Vesting acceleration expedites the timeline over which an equity grant would otherwise vest, based on certain conditions being met. While accelerated vesting is beneficial to the equity holder, companies should be careful when including acceleration in equity grants, because the type and quantity of vesting acceleration provisions may alarm investors or potential buyers.
The first step in creating a philosophy around vesting acceleration for your company is understanding the varieties, and what the market trends are surrounding each.
Single-trigger acceleration is very uncommon, except for advisors.
Single-trigger acceleration typically provides for partial to full acceleration of vesting upon a change of control event (e.g., an acquisition). The change of control is the “trigger” in this case. Most companies generally do not award equity with single-trigger acceleration, but when they do, it is typically to advisors who negotiate for it.

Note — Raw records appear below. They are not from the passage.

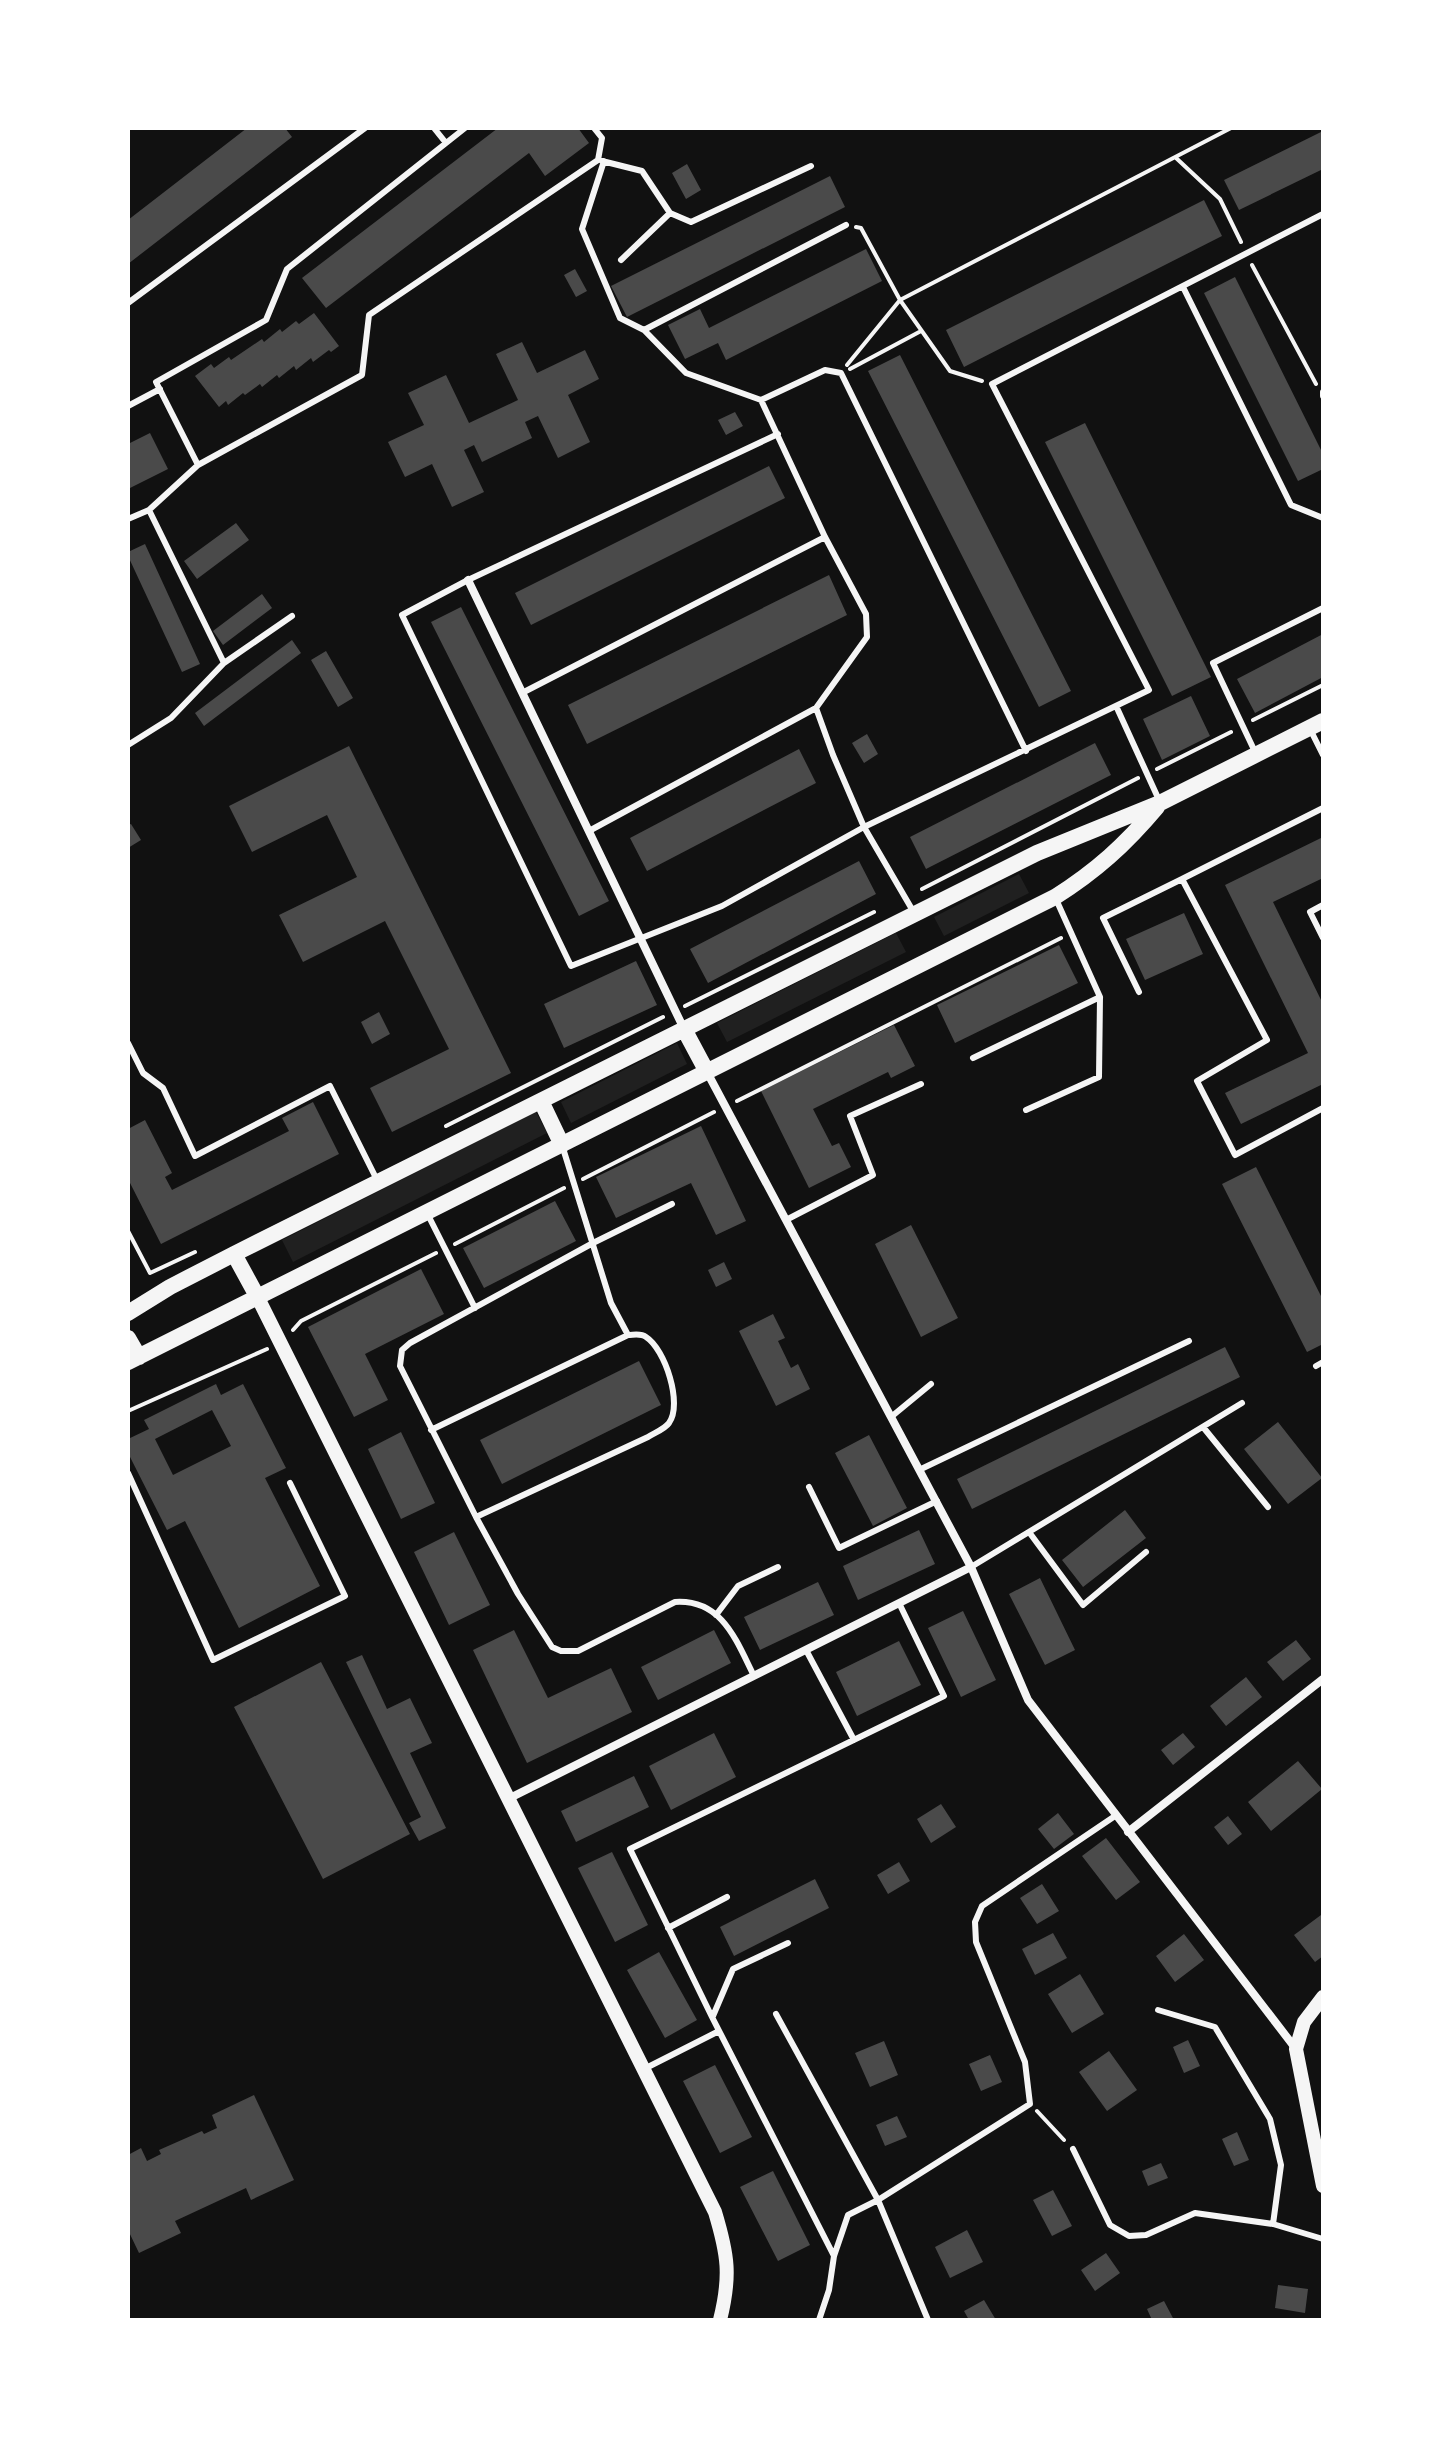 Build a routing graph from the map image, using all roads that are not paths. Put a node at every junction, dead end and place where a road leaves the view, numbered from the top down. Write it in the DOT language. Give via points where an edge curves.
graph roads {
  1 [pos="365,128"];
  2 [pos="434,128"];
  3 [pos="465,128"];
  4 [pos="594,128"];
  5 [pos="446,143"];
  6 [pos="601,160"];
  7 [pos="811,166"];
  8 [pos="670,213"];
  9 [pos="1323,214"];
  10 [pos="846,225"];
  11 [pos="621,260"];
  12 [pos="1183,287"];
  13 [pos="128,303"];
  14 [pos="644,330"];
  15 [pos="160,389"];
  16 [pos="761,400"];
  17 [pos="128,406"];
  18 [pos="778,434"];
  19 [pos="198,465"];
  20 [pos="149,510"];
  21 [pos="1323,518"];
  22 [pos="128,519"];
  23 [pos="825,537"];
  24 [pos="468,580"];
  25 [pos="1323,608"];
  26 [pos="292,616"];
  27 [pos="224,663"];
  28 [pos="522,693"];
  29 [pos="816,708"];
  30 [pos="1117,708"];
  31 [pos="1316,724"];
  32 [pos="128,745"];
  33 [pos="1026,751"];
  34 [pos="1256,754"];
  35 [pos="1323,755"];
  36 [pos="1160,803"];
  37 [pos="1323,808"];
  38 [pos="864,827"];
  39 [pos="589,831"];
  40 [pos="1182,879"];
  41 [pos="1055,897"];
  42 [pos="1323,905"];
  43 [pos="914,914"];
  44 [pos="640,937"];
  45 [pos="1323,938"];
  46 [pos="1139,992"];
  47 [pos="1100,997"];
  48 [pos="684,1029"];
  49 [pos="128,1043"];
  50 [pos="973,1058"];
  51 [pos="707,1072"];
  52 [pos="921,1084"];
  53 [pos="541,1101"];
  54 [pos="1323,1108"];
  55 [pos="1026,1110"];
  56 [pos="562,1145"];
  57 [pos="378,1182"];
  58 [pos="672,1204"];
  59 [pos="427,1213"];
  60 [pos="786,1220"];
  61 [pos="593,1243"];
  62 [pos="234,1254"];
  63 [pos="258,1298"];
  64 [pos="475,1308"];
  65 [pos="128,1313"];
  66 [pos="628,1335"];
  67 [pos="128,1338"];
  68 [pos="1189,1341"];
  69 [pos="134,1359"];
  70 [pos="931,1384"];
  71 [pos="1242,1403"];
  72 [pos="891,1417"];
  73 [pos="1203,1427"];
  74 [pos="431,1430"];
  75 [pos="919,1470"];
  76 [pos="128,1473"];
  77 [pos="290,1483"];
  78 [pos="809,1487"];
  79 [pos="937,1501"];
  80 [pos="1268,1507"];
  81 [pos="476,1517"];
  82 [pos="1029,1532"];
  83 [pos="1146,1552"];
  84 [pos="778,1567"];
  85 [pos="971,1567"];
  86 [pos="899,1603"];
  87 [pos="716,1615"];
  88 [pos="806,1650"];
  89 [pos="754,1676"];
  90 [pos="1323,1679"];
  91 [pos="854,1740"];
  92 [pos="507,1800"];
  93 [pos="1115,1816"];
  94 [pos="1128,1832"];
  95 [pos="727,1897"];
  96 [pos="668,1928"];
  97 [pos="788,1943"];
  98 [pos="1323,1997"];
  99 [pos="1158,2010"];
  100 [pos="776,2014"];
  101 [pos="712,2017"];
  102 [pos="719,2031"];
  103 [pos="1296,2049"];
  104 [pos="643,2070"];
  105 [pos="1073,2149"];
  106 [pos="1323,2186"];
  107 [pos="878,2200"];
  108 [pos="1273,2224"];
  109 [pos="1323,2239"];
  110 [pos="834,2256"];
  111 [pos="720,2320"];
  112 [pos="819,2320"];
  113 [pos="928,2320"];
  1 -- 13 [label="lane"];
  2 -- 5 [label="lane"];
  3 -- 5 [label="lane"];
  4 -- 6 [label="lane" via="602,138"];
  5 -- 15 [label="lane" via="287,269 266,320 156,382"];
  6 -- 8 [label="lane" via="642,171"];
  6 -- 14 [label="lane" via="582,229 620,318"];
  6 -- 19 [label="lane" via="369,315 362,375"];
  7 -- 8 [label="lane" via="691,222"];
  8 -- 11 [label="lane"];
  9 -- 12 [label="lane"];
  10 -- 14 [label="lane"];
  12 -- 21 [label="lane" via="1291,505"];
  12 -- 30 [label="lane" via="992,384 1149,690"];
  14 -- 16 [label="lane" via="686,373"];
  15 -- 17 [label="lane"];
  15 -- 19 [label="lane"];
  16 -- 18 [label="lane"];
  16 -- 33 [label="lane" via="825,370 841,373"];
  18 -- 23 [label="lane"];
  18 -- 24 [label="lane"];
  19 -- 20 [label="lane"];
  20 -- 22 [label="lane"];
  20 -- 27 [label="lane"];
  23 -- 28 [label="lane"];
  23 -- 29 [label="lane" via="866,614 867,637"];
  24 -- 28 [label="street"];
  24 -- 44 [label="lane" via="402,615 571,966"];
  25 -- 34 [label="lane" via="1213,663"];
  26 -- 27 [label="lane"];
  27 -- 32 [label="lane" via="171,718"];
  28 -- 39 [label="street"];
  29 -- 38 [label="lane"];
  29 -- 39 [label="lane"];
  30 -- 33 [label="lane"];
  30 -- 36 [label="lane"];
  31 -- 34 [label="main road"];
  31 -- 35 [label="lane"];
  33 -- 38 [label="lane"];
  34 -- 36 [label="main road"];
  36 -- 41 [label="main road" via="1127,843"];
  36 -- 43 [label="main road" via="1037,853"];
  37 -- 40 [label="lane"];
  38 -- 43 [label="lane"];
  38 -- 44 [label="lane" via="722,906"];
  39 -- 44 [label="street"];
  40 -- 46 [label="lane" via="1103,918"];
  40 -- 54 [label="lane" via="1267,1040 1197,1081 1235,1155"];
  41 -- 47 [label="lane"];
  41 -- 51 [label="main road"];
  42 -- 45 [label="lane" via="1310,912"];
  43 -- 48 [label="main road"];
  44 -- 48 [label="street"];
  47 -- 50 [label="lane"];
  47 -- 55 [label="lane" via="1099,1077"];
  48 -- 51 [label="main road"];
  48 -- 53 [label="main road"];
  49 -- 57 [label="lane" via="143,1073 163,1088 195,1156 330,1086"];
  51 -- 56 [label="main road"];
  51 -- 60 [label="street"];
  52 -- 60 [label="lane" via="850,1116 873,1175"];
  53 -- 56 [label="main road"];
  53 -- 57 [label="main road"];
  56 -- 59 [label="main road"];
  56 -- 61 [label="lane"];
  57 -- 62 [label="main road"];
  58 -- 61 [label="lane"];
  59 -- 63 [label="main road"];
  59 -- 64 [label="lane"];
  60 -- 72 [label="street"];
  61 -- 64 [label="lane"];
  61 -- 66 [label="lane" via="611,1303"];
  62 -- 63 [label="main road"];
  62 -- 65 [label="main road"];
  63 -- 69 [label="main road"];
  63 -- 92 [label="street"];
  64 -- 74 [label="lane" via="410,1343 400,1356"];
  66 -- 74 [label="lane"];
  66 -- 81 [label="lane" via="647,1337 659,1350 675,1405 669,1423"];
  67 -- 69 [label="main road"];
  68 -- 75 [label="lane"];
  70 -- 72 [label="lane"];
  71 -- 73 [label="lane"];
  72 -- 75 [label="street"];
  73 -- 80 [label="lane"];
  73 -- 82 [label="lane"];
  74 -- 81 [label="lane"];
  75 -- 79 [label="street"];
  76 -- 77 [label="lane" via="213,1660 345,1596"];
  78 -- 79 [label="lane" via="839,1548"];
  79 -- 85 [label="street"];
  81 -- 87 [label="lane" via="543,1635 561,1651 578,1651 675,1602 693,1601"];
  82 -- 83 [label="lane" via="1083,1605"];
  82 -- 85 [label="lane"];
  84 -- 87 [label="lane" via="738,1586"];
  85 -- 86 [label="street"];
  85 -- 93 [label="street" via="1028,1700"];
  86 -- 88 [label="street"];
  86 -- 91 [label="lane" via="944,1696"];
  87 -- 89 [label="lane" via="731,1630"];
  88 -- 89 [label="street"];
  88 -- 91 [label="lane"];
  89 -- 92 [label="street"];
  90 -- 94 [label="street"];
  91 -- 96 [label="lane" via="630,1849"];
  92 -- 104 [label="street"];
  93 -- 94 [label="street"];
  93 -- 107 [label="lane" via="982,1906 975,1922 976,1942 1025,2062 1030,2104"];
  94 -- 103 [label="street"];
  95 -- 96 [label="lane"];
  96 -- 101 [label="lane"];
  97 -- 101 [label="lane" via="733,1969"];
  98 -- 103 [label="street" via="1304,2022"];
  99 -- 108 [label="lane" via="1215,2027 1270,2119 1281,2165"];
  100 -- 107 [label="lane"];
  101 -- 102 [label="lane"];
  102 -- 104 [label="lane"];
  102 -- 110 [label="lane"];
  103 -- 106 [label="street"];
  104 -- 111 [label="street" via="715,2212 726,2248 728,2287"];
  105 -- 108 [label="lane" via="1110,2225 1129,2236 1146,2235 1195,2213"];
  107 -- 110 [label="lane" via="848,2215"];
  107 -- 113 [label="lane"];
  108 -- 109 [label="lane"];
  110 -- 112 [label="lane"];
} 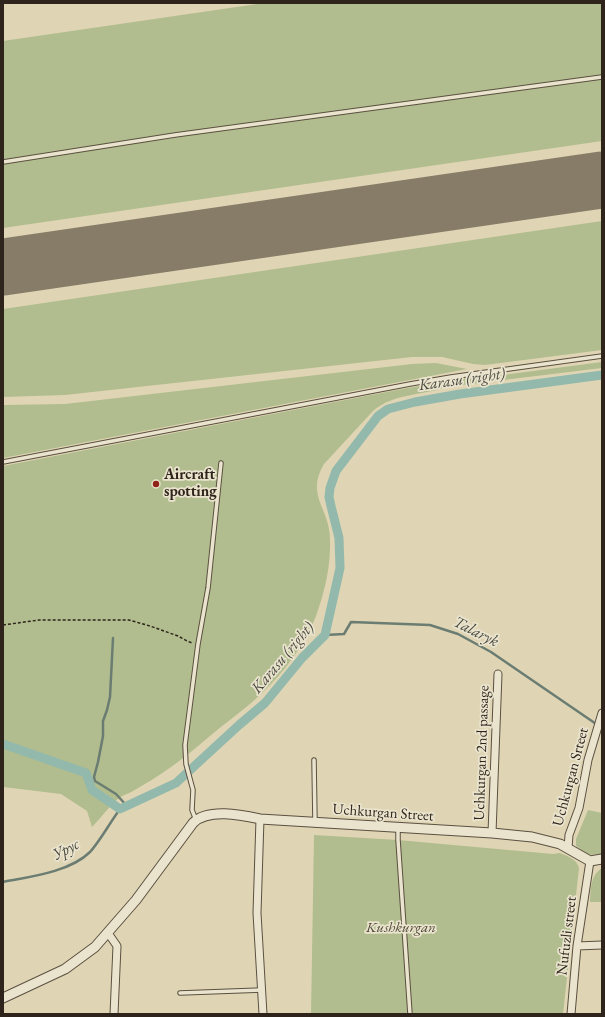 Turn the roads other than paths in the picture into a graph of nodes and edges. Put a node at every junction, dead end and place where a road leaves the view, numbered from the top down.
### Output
1 (602, 77) edge
2 (3, 162) edge
3 (602, 356) edge
4 (3, 462) edge
5 (221, 463) dead end
6 (498, 674) dead end
7 (602, 714) edge
8 (314, 760) dead end
9 (260, 819) junction
10 (196, 820) junction
11 (315, 823) junction
12 (398, 828) junction
13 (492, 833) junction
14 (568, 848) junction
15 (602, 859) edge
16 (590, 861) junction
17 (108, 933) junction
18 (602, 945) edge
19 (577, 946) junction
20 (262, 990) junction
21 (180, 993) dead end
22 (3, 998) edge
23 (114, 1014) edge
24 (263, 1014) edge
25 (410, 1014) edge
26 (571, 1014) edge

1 - 2 lane
3 - 4 lane
5 - 10 lane
6 - 13 street, Uchkurgan 2nd passage
7 - 14 street, Uchkurgan Srteet
8 - 11 lane
9 - 10 street, Uchkurgan Street
9 - 11 street, Uchkurgan Street
9 - 20 street
10 - 17 street
11 - 12 street, Uchkurgan Street
12 - 13 street, Uchkurgan Street
12 - 25 lane
13 - 14 street, Uchkurgan Street
14 - 16 street, Uchkurgan Street
15 - 16 street
16 - 19 street, Nufuzli street
17 - 22 street
17 - 23 street
18 - 19 street
19 - 26 street, Nufuzli street
20 - 21 lane
20 - 24 street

Companies are more comfortable with single trigger acceleration for advisors because a typical advisor grant is relatively small, and advisors often provide services early in the company’s lifecycle when an acquisition is unlikely during the vesting period, making this an often inconsequential term.
Double-trigger acceleration is fairly common among founders and executive hires.
Double-trigger acceleration usually provides for partial to full acceleration of vesting upon termination within twelve months after a change of control event. Both the change of control trigger and the second, termination trigger must occur for the vesting to accelerate.
Double-trigger provisions protect key personnel from the company being acquired, because it ensures that their stock will immediately vest if they are not kept on by the buyer, so long as they aren’t terminated for cause.
Double-trigger acceleration is uncommon, but not unheard of, for other employees.
While double-trigger acceleration is commonly employed to protect founders, it is much less common to offer it to rank-and-file employees. This is because if every employee was given double trigger acceleration, a potential buyer would be in a tough spot post-acquisition to make personnel changes without a prohibitive number of shares being granted to departing employees via acceleration provisions.
So, though a company’s compensation philosophy should be its own, it is crucial to be intentional about compensation culture as it can become strategically important down the line. Because the existence of universal double-trigger acceleration may spook investors and potential buyers, a company should be mindful before offering it to rank-and-file employees except on a limited basis.